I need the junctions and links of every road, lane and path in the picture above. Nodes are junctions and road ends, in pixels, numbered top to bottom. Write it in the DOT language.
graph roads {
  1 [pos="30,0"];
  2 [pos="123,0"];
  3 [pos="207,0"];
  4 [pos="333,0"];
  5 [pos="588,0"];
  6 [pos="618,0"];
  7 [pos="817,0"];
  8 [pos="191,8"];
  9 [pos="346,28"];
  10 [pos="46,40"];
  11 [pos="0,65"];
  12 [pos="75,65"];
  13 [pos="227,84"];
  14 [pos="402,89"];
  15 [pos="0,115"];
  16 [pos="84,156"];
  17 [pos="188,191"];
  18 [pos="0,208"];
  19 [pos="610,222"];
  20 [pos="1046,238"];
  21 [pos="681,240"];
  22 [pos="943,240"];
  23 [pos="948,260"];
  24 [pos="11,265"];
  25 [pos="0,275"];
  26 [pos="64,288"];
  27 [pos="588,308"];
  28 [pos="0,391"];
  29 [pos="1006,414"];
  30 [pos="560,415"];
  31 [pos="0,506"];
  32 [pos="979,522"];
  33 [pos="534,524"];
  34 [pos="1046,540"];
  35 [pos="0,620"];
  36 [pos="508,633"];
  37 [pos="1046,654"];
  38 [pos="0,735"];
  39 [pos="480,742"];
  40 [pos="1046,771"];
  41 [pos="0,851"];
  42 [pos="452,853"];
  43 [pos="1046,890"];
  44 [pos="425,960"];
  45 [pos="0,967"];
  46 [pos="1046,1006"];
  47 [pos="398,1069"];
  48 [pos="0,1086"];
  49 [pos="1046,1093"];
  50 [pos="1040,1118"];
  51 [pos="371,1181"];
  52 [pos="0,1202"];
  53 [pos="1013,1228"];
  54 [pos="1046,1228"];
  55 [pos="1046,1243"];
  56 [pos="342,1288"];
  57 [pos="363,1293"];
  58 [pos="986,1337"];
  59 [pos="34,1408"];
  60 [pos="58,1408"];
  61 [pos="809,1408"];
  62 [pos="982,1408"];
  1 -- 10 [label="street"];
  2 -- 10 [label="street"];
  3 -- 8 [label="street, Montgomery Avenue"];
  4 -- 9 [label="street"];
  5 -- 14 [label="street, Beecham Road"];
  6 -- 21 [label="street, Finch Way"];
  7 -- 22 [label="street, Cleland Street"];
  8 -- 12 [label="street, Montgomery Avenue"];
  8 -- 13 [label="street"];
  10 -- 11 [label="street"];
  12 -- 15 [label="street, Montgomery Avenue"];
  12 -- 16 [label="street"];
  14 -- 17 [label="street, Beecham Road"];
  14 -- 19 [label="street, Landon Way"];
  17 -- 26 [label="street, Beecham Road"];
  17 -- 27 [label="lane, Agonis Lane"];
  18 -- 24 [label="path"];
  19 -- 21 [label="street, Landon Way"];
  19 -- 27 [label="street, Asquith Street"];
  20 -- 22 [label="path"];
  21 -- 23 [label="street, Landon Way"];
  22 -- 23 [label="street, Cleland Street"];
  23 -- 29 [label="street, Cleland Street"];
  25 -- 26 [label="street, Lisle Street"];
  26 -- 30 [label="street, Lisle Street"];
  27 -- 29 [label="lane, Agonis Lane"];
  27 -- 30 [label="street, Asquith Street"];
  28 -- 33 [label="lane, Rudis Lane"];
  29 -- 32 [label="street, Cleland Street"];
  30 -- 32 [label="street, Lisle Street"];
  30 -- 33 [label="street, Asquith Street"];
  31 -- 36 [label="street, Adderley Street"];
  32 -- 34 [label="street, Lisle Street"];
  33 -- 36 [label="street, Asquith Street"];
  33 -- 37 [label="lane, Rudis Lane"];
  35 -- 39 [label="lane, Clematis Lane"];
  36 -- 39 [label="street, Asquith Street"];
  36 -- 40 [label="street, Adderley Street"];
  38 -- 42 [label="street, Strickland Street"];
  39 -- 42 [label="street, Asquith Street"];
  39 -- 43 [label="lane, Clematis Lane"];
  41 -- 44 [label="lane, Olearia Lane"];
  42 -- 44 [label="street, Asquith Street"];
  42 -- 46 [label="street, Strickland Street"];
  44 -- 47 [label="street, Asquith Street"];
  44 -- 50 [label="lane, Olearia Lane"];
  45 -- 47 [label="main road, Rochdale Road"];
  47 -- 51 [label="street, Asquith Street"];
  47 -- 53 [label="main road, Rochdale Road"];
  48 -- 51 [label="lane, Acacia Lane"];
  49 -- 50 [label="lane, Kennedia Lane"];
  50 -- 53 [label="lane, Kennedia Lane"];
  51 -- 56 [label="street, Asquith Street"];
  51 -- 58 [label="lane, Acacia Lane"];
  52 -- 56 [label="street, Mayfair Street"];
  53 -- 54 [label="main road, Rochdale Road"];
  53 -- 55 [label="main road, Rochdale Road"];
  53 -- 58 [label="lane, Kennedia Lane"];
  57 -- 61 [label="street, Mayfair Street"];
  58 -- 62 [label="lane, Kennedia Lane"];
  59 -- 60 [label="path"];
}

• • • •

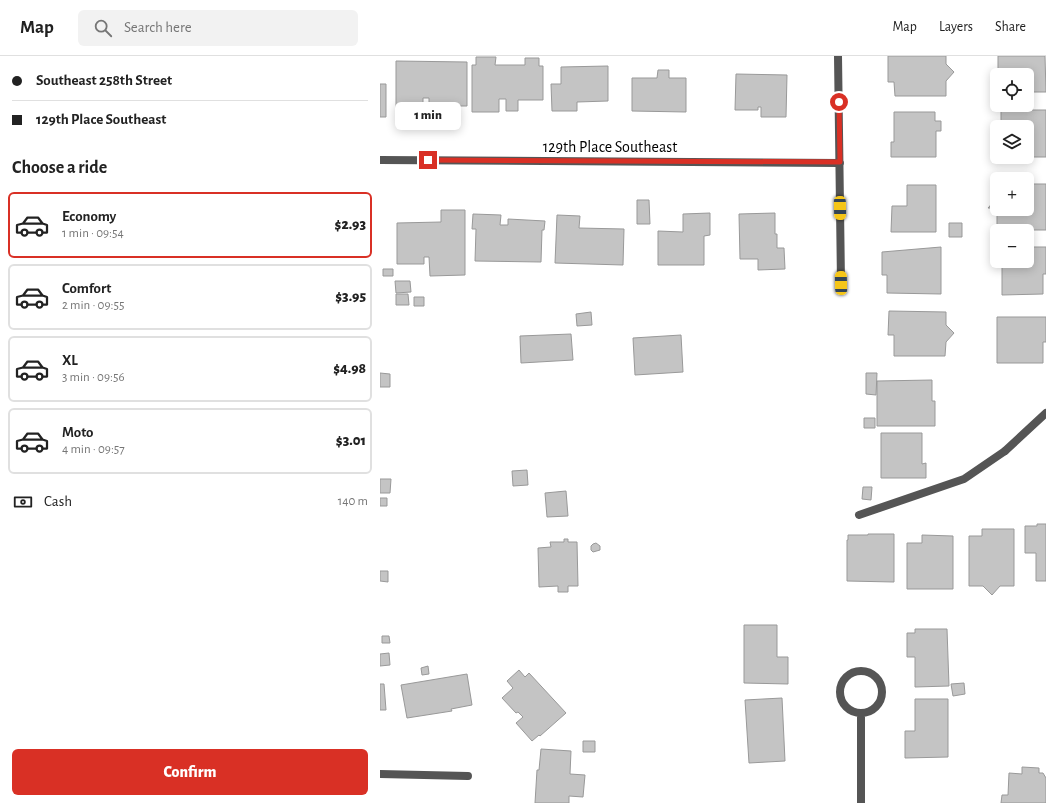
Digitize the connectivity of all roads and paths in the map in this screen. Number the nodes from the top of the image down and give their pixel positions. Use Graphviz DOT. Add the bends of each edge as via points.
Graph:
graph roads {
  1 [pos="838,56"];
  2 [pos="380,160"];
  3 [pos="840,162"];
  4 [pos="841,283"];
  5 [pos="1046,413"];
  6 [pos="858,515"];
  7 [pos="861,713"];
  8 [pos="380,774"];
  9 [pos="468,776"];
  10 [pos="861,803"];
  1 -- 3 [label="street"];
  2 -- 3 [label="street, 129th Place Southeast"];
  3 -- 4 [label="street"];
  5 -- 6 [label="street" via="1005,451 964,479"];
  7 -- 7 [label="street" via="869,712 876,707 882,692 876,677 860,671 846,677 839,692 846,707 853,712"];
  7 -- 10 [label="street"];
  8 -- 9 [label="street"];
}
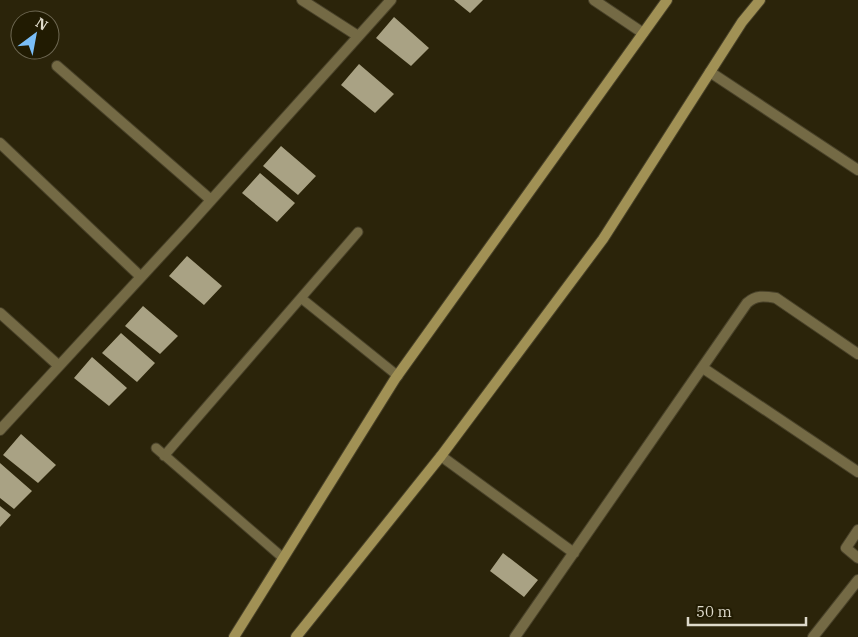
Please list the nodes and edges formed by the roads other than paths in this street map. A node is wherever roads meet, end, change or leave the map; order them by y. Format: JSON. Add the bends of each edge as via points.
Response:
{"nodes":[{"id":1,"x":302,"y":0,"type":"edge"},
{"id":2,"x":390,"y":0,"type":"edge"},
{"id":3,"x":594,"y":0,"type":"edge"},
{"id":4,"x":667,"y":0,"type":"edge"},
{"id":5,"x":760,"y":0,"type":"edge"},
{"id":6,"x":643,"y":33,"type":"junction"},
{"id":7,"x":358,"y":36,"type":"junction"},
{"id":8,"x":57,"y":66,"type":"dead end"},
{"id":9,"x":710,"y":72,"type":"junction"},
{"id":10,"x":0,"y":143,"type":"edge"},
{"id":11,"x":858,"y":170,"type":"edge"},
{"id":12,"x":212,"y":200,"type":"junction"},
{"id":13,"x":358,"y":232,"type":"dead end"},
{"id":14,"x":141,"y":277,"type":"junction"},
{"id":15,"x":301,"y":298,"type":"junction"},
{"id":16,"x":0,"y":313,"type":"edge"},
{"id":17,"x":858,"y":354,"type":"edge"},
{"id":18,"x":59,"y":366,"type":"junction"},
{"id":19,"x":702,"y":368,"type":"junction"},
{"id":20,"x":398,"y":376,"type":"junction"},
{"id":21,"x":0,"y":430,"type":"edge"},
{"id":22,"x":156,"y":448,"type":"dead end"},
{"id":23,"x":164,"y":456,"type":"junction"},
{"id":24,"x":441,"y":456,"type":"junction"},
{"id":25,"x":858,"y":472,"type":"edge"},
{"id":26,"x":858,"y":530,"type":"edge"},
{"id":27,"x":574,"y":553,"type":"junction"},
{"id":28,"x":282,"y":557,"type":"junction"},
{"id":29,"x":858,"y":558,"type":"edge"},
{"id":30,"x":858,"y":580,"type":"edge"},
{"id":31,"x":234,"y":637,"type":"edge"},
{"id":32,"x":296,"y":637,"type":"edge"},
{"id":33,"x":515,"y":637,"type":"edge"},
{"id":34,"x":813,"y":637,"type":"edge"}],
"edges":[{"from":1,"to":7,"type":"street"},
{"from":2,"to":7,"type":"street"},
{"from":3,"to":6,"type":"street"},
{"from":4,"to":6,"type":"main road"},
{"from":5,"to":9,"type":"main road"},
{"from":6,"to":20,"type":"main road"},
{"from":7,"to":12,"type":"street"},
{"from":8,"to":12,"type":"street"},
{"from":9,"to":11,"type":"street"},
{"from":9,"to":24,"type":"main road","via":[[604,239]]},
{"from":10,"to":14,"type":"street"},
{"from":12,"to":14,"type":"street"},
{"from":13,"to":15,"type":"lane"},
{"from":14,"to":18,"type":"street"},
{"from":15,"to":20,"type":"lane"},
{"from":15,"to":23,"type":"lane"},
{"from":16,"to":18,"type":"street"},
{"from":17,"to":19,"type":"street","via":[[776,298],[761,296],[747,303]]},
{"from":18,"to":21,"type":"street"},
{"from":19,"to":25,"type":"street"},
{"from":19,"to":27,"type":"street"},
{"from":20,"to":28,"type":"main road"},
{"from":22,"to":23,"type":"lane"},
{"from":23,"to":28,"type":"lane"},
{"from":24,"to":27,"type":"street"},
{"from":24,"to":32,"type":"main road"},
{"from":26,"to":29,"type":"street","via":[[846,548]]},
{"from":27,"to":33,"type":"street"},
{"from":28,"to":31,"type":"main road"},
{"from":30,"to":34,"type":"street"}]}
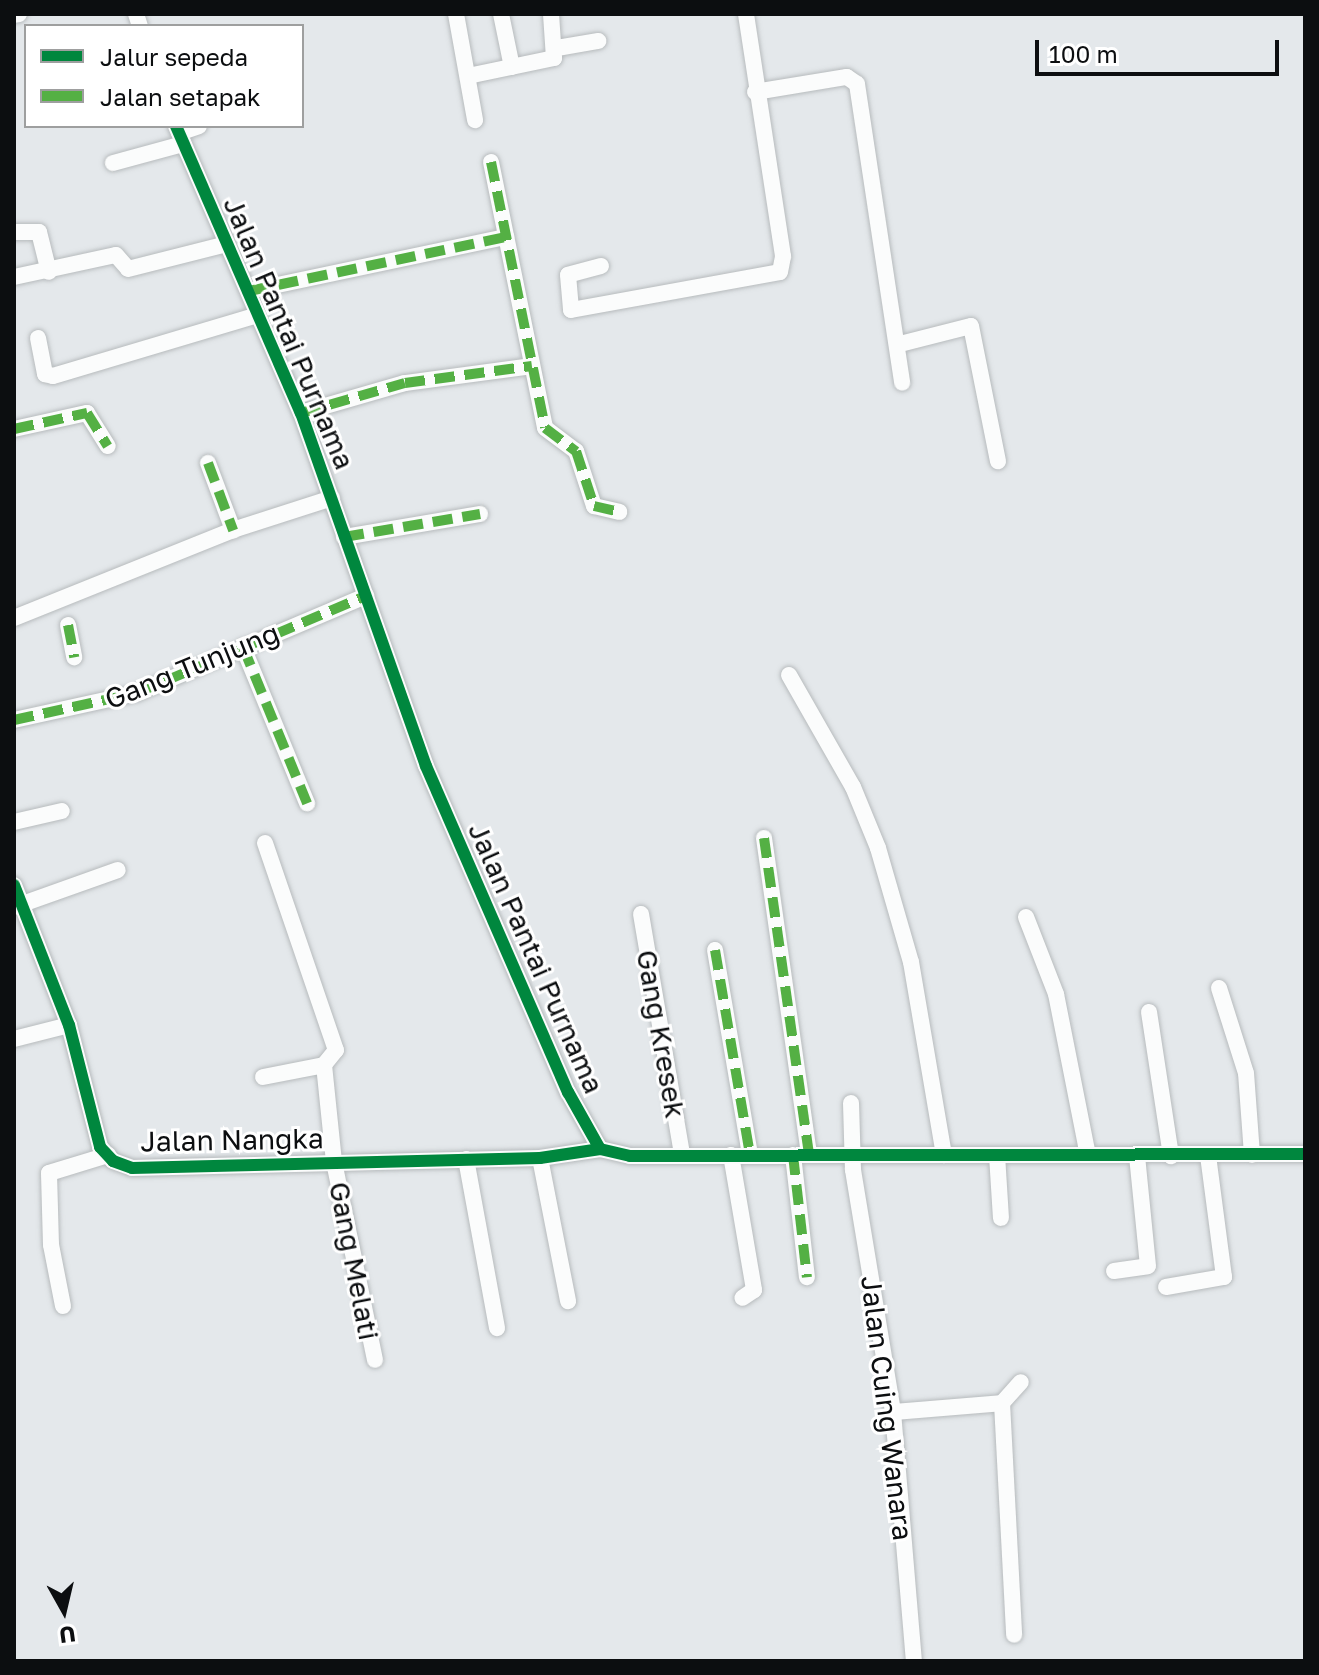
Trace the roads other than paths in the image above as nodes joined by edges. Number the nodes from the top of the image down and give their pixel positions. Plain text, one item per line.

• • • •

• TASK GOAL: Copy out all lines from the material above that contain the string "give".

• TASK RESULT:
Digitize the connectivity of all roads and paths in the map in this screen. Number the nodes from the top of the image down and give their pixel positions. Use Graphviz DOT. Add the bends of each edge as via points.
Trace the roads other than paths in the image above as nodes joined by edges. Number the nodes from the top of the image down and give their pixel positions. Plain text, one item per line.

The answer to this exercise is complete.